Denver Direct: Those Pesky Bonds

Sunday, February 10, 2008

Those Pesky Bonds

Raging Bear Market

I wonder what is going to happen to the Bond Issue just passed by the Denver voters to finance some $550 million in “Better Denver” building and maintainance bonds. You may recall I questioned Denver’s ability to sell these bonds into a collapsing market.

I see we now have a Bond Czar to take care of it for us.

In a related announcement, Hickenlooper named Don Hunt director of the Better Denver bond program. Hunt, former chief executive officer of national, Denver-based engineering firm BRW Inc., now leads The Antero Co., a real estate ownership and advisory firm. He served as chair of the Transportation Subcommittee of the City’s Infrastructure Priorities Task Force.

During implementation of the bond program, Hunt will chair the Better Denver Executive Committee, which will develop program policy and manage performance and accountability.

“Don’s expertise, experience and involvement in the Better Denver process equips him well to serve as our “Bond Czar,” Hickenlooper said. “He will be a tremendous asset as we enter the implementation phase of Better Denver.”

“I am pleased to join with Mayor Hickenlooper and the City-CH2M HILL team that will implement this ambitious and impressive bond program for Denver residents,” Hunt said.

I wonder how he’s going to do that into this market:

…This week, Fitch Ratings announced that it will (probably) cut ratings on the 5 main bond insurers (Ambac, MBIA, FGIC, CIFG,SCA) “regardless of their capital levels”.

This seemingly innocuous statement has roiled markets and put Wall Street in a panic. If the bond insurers lose their AAA rating (on an estimated $2.4 trillion of bonds) then the banks could lose another $70 billion in downgraded assets. That would increase their losses from the credit crunch–which began in August 2007—to $200 billion with no end in sight. It would also impair their ability to issue loans to even credit worthy customers which will further dampen growth in the larger economy.

Structured investments have been the banks’ “cash cow” for nearly a decade, but, suddenly, the trend has shifted into reverse. Revenue streams have dried up and capital is being destroyed at an accelerating pace. The $2 trillion market for collateralized debt obligations (CDOs) is virtually frozen leaving horrendous debts that will have to be written-down leaving the banks’ either deeply scarred or insolvent. It’s a mess.

Good luck with all that, Mr. Hunt.

Update added: 2/13/08

Debt crisis spreads to U.S. municipalities
08:16PM ET Wednesday, February 13, 2008.

By Aline van Duyn and Michael Mackenzie – Financial Times

A collapse in confidence in a $330 billion corner of the debt market has left US municipalities and student loan providers facing spiralling interest rate costs.

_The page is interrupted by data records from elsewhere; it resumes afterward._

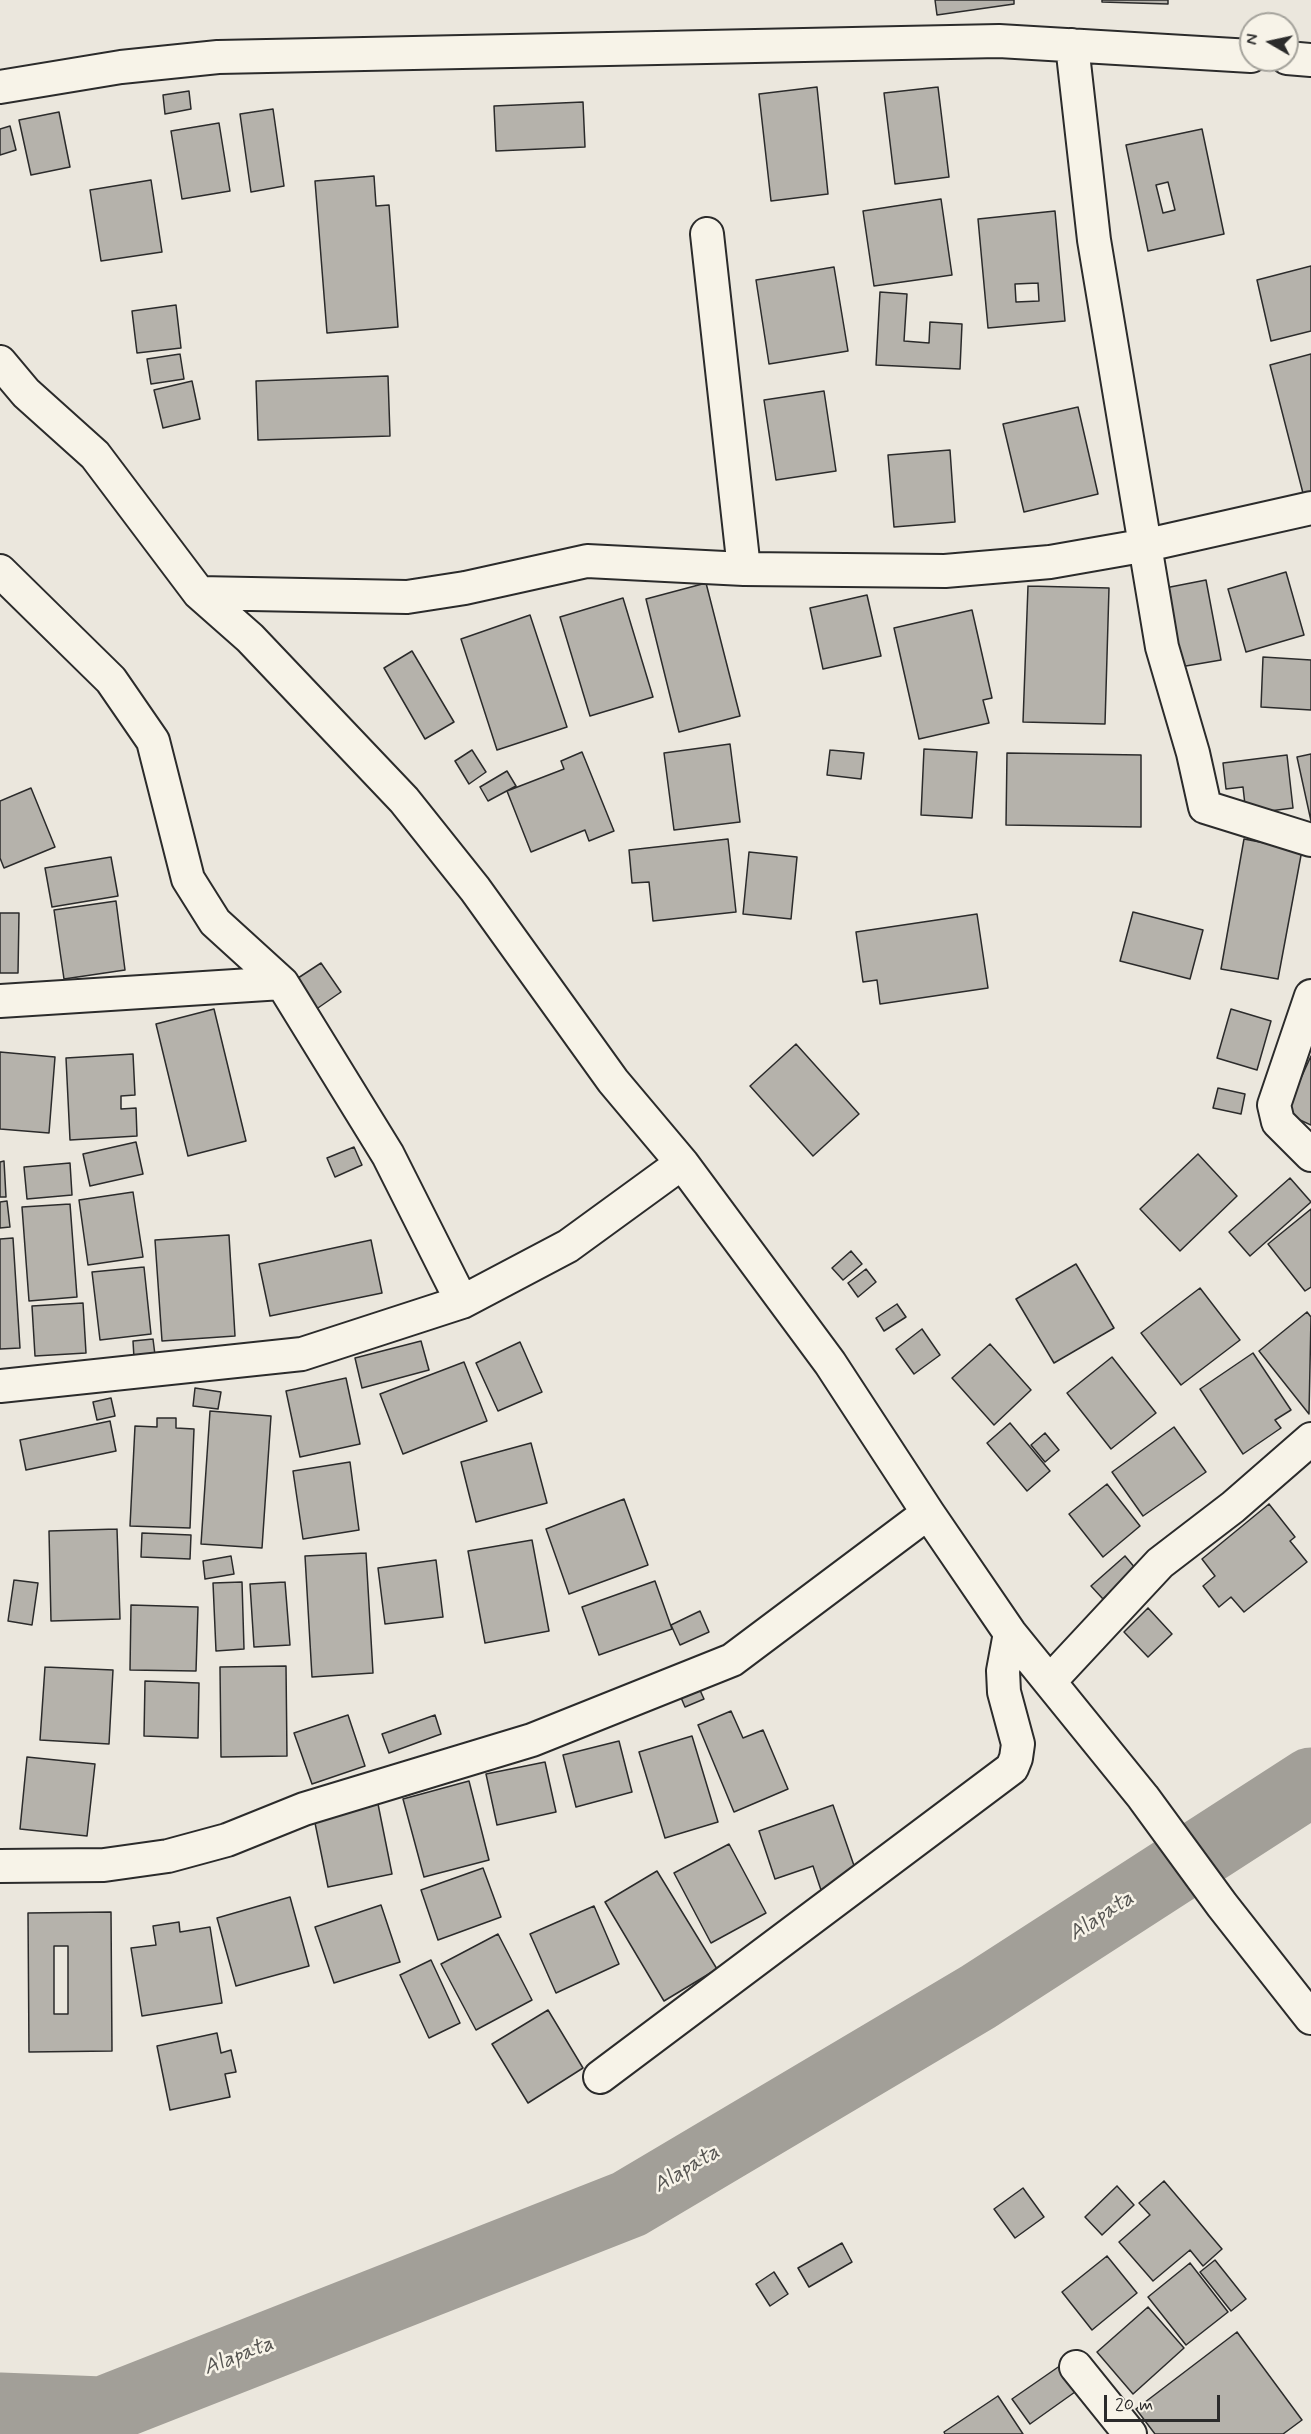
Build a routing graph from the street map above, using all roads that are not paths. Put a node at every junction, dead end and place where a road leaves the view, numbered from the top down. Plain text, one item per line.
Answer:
1 (1072, 45) junction
2 (1239, 55) edge
3 (0, 87) edge
4 (707, 234) dead end
5 (0, 362) edge
6 (1311, 508) edge
7 (1147, 545) junction
8 (744, 569) junction
9 (0, 571) edge
10 (199, 592) junction
11 (1311, 840) edge
12 (282, 983) junction
13 (1311, 996) edge
14 (0, 1001) edge
15 (1311, 1155) edge
16 (682, 1163) junction
17 (462, 1302) junction
18 (0, 1386) edge
19 (1311, 1439) edge
20 (928, 1513) junction
21 (1010, 1633) junction
22 (1050, 1682) junction
23 (0, 1866) edge
24 (1311, 2018) edge
25 (600, 2077) dead end
26 (1076, 2367) dead end
27 (1130, 2434) edge

1 - 2 street
1 - 3 street
1 - 7 street
4 - 8 street
5 - 10 street
6 - 7 street
7 - 8 street
7 - 11 street
8 - 10 street
9 - 12 street
10 - 16 street
12 - 14 street
12 - 17 street
13 - 15 street
16 - 17 street
16 - 20 street
17 - 18 street
19 - 22 street
20 - 21 street
20 - 23 street
21 - 22 street
21 - 25 street
22 - 24 street
26 - 27 street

The implosion of the so-called auction-rate securities market is the latest incarnation of the credit crisis.

The market, heavily used by municipal borrowers and backed by triple-A rated guarantees from bond insurers, including Ambac and MBIA, was used as a safe place for investors to park cash and earn slightly higher returns.

Its slump this week has pushed interest rates as high as 20 per cent for bodies such as the Port Authority of New York & New Jersey and a Minneapolis hospital.

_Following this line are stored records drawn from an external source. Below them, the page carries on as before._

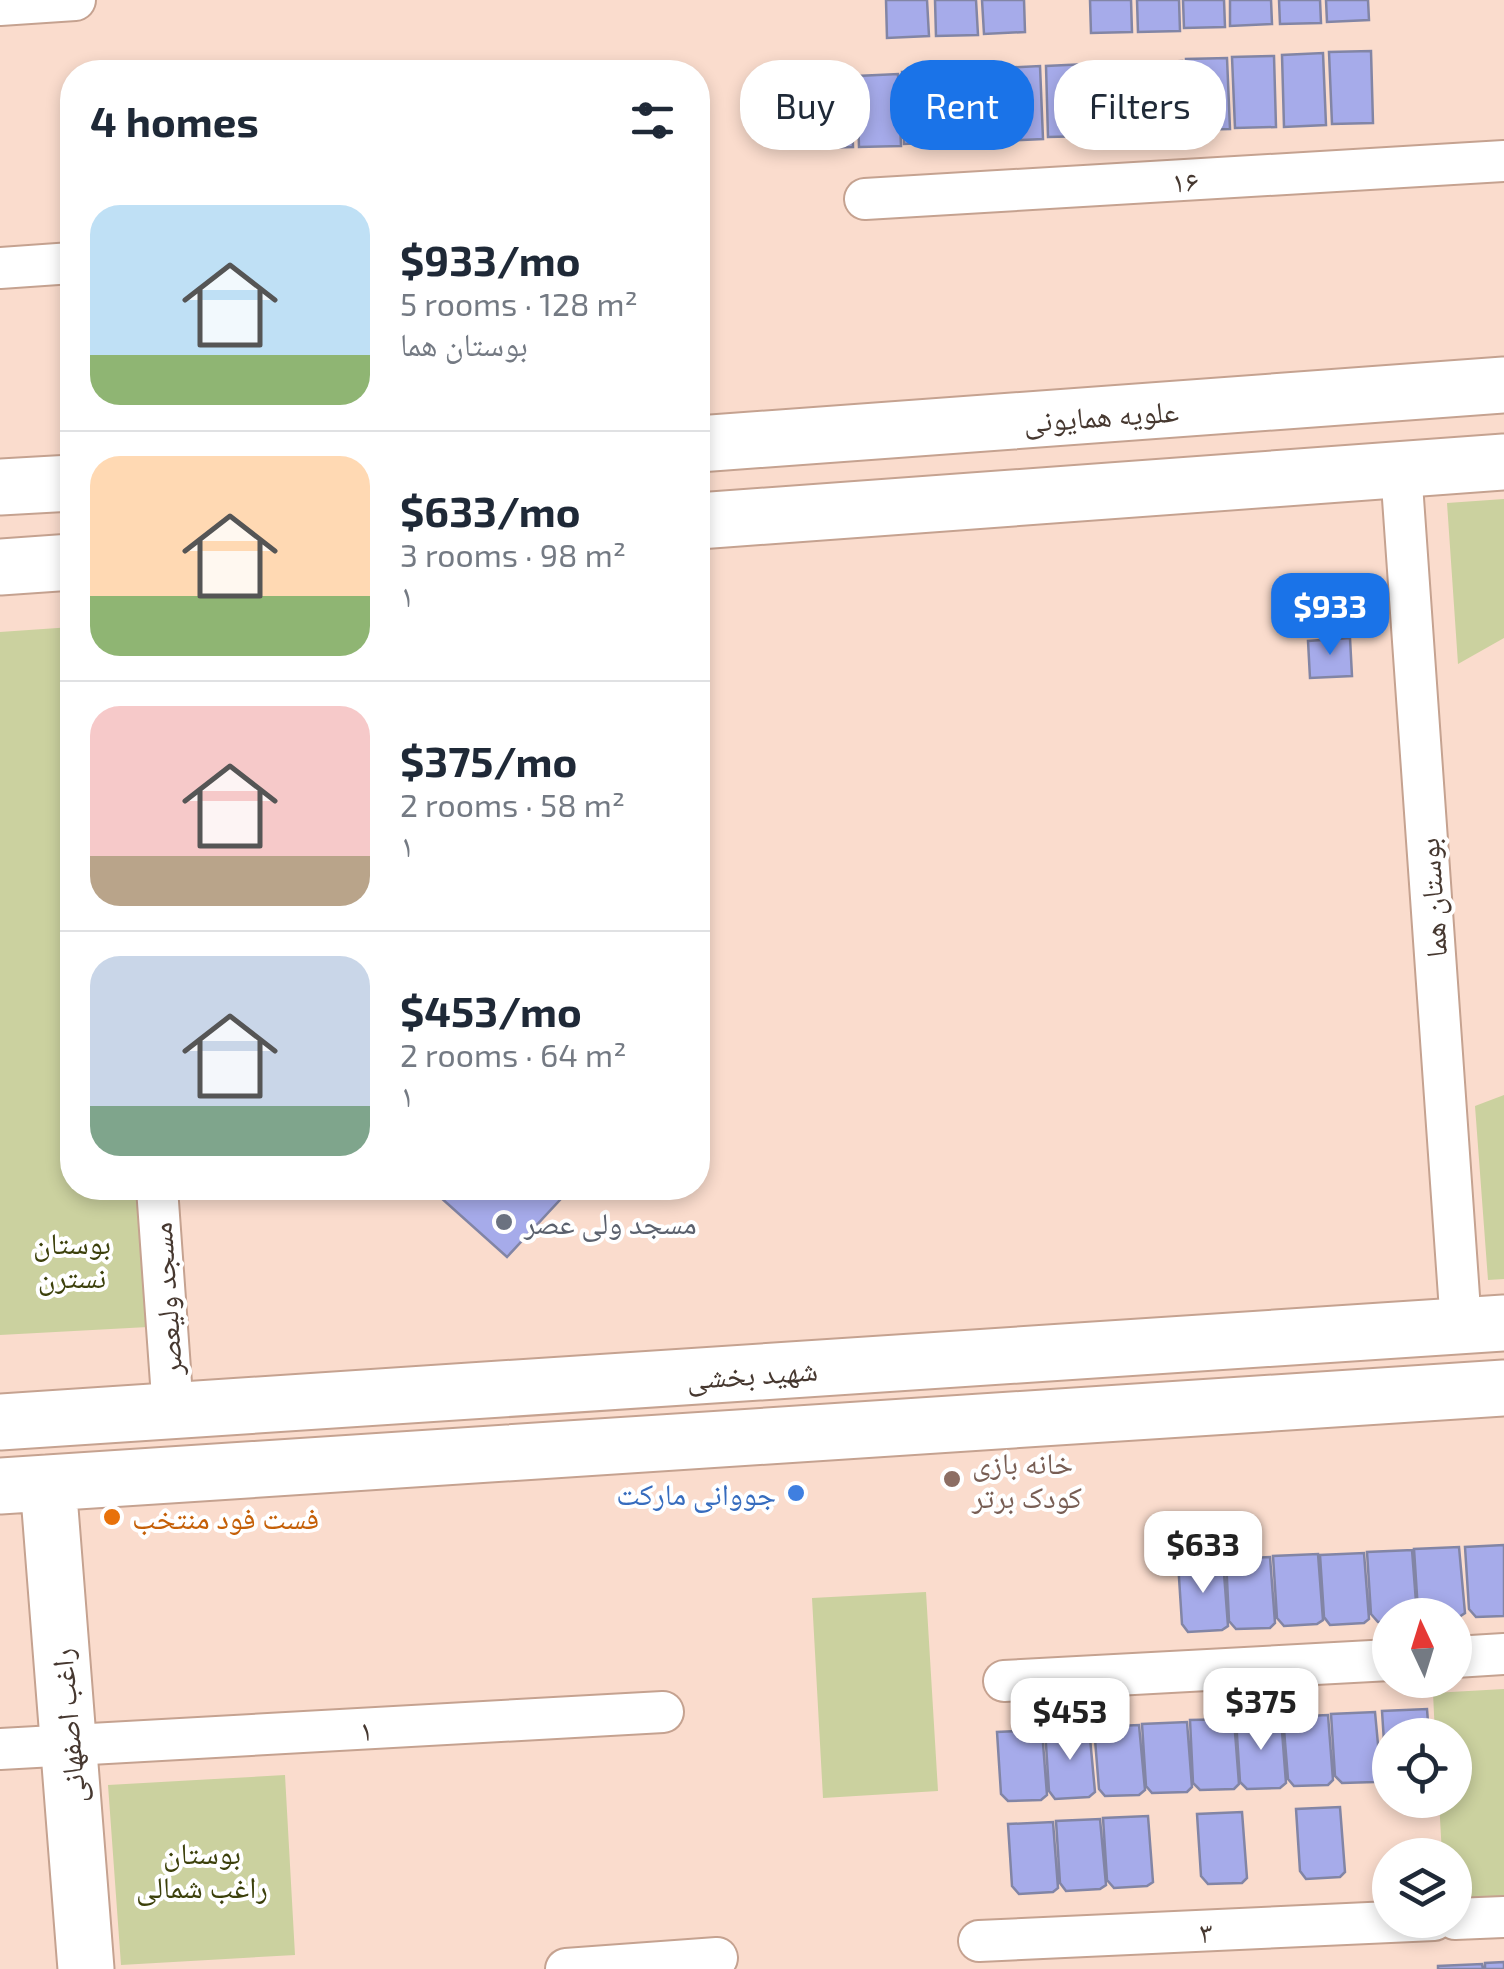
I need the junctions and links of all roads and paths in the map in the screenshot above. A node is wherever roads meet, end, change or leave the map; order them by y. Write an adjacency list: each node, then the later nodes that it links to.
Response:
1 (75, 0): 2 (street)
2 (0, 5)
3 (1504, 161): 4 (street, ۱۶)
4 (865, 199)
5 (60, 264): 6 (street)
6 (0, 268)
7 (1504, 385): 8 (street, علویه همایونی)
8 (710, 443)
9 (1504, 462): 10 (street)
10 (1401, 470): 13 (street); 17 (street, بوستان هما)
11 (60, 483): 12 (street)
12 (0, 485)
13 (710, 519)
14 (60, 563): 15 (street)
15 (0, 567)
16 (158, 1200): 20 (street, مسجد ولیعصر)
17 (1482, 1324): 18 (street, شهید بخشی)
18 (871, 1365): 20 (street, شهید بخشی); 22 (street)
19 (1504, 1388): 22 (street)
20 (172, 1412): 21 (street, شهید بخشی)
21 (0, 1422)
22 (872, 1429): 23 (street)
23 (24, 1485): 29 (street, راغب اصفهانی)
24 (1504, 1654): 25 (street)
25 (1472, 1655)
26 (1372, 1661): 27 (street)
27 (1004, 1681)
28 (662, 1712): 29 (street, ۱)
29 (69, 1745): 30 (street, ۱); 36 (street, راغب اصفهانی)
30 (0, 1750)
31 (1504, 1917): 32 (street)
32 (1472, 1918)
33 (1372, 1923): 34 (street, ۳)
34 (979, 1941)
35 (716, 1958): 37 (street)
36 (86, 1969)
37 (566, 1969)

“The auction securities market is falling apart,” said David Cooke, chief financial officer at Park Nicollet Heath Services in Minneapolis.

Municipal borrowers are scrambling to seek letters of credit from banks and other new sources of finance, but anxiety in the credit markets and uncertainty about the stability of bond insurers is making this difficult.

The sector has grown in recent years, along the same lines as the structured investment vehicle and asset-backed commercial paper markets. Fears that bond insurers will not be able to maintain their triple-A ratings due to exposure to risky mortgage-backed securities have led numerous investors pulling out of the market in recent months.

Banks acting as dealers in the market have been propping up the sector but many of these have pulled back this week amid a realisation that it may not be possible to restore confidence and attract investors back.

“Dealers who would normally pick up a slump are not doing so because their balance sheets are full,” said Jon Schotz, chief investment officer with Saybrook Capital.

The importance of bond insurers to municipal borrowers is one reason regulators are pushing banks to provide capital or credit lines so that bond insurers can retain triple-A ratings.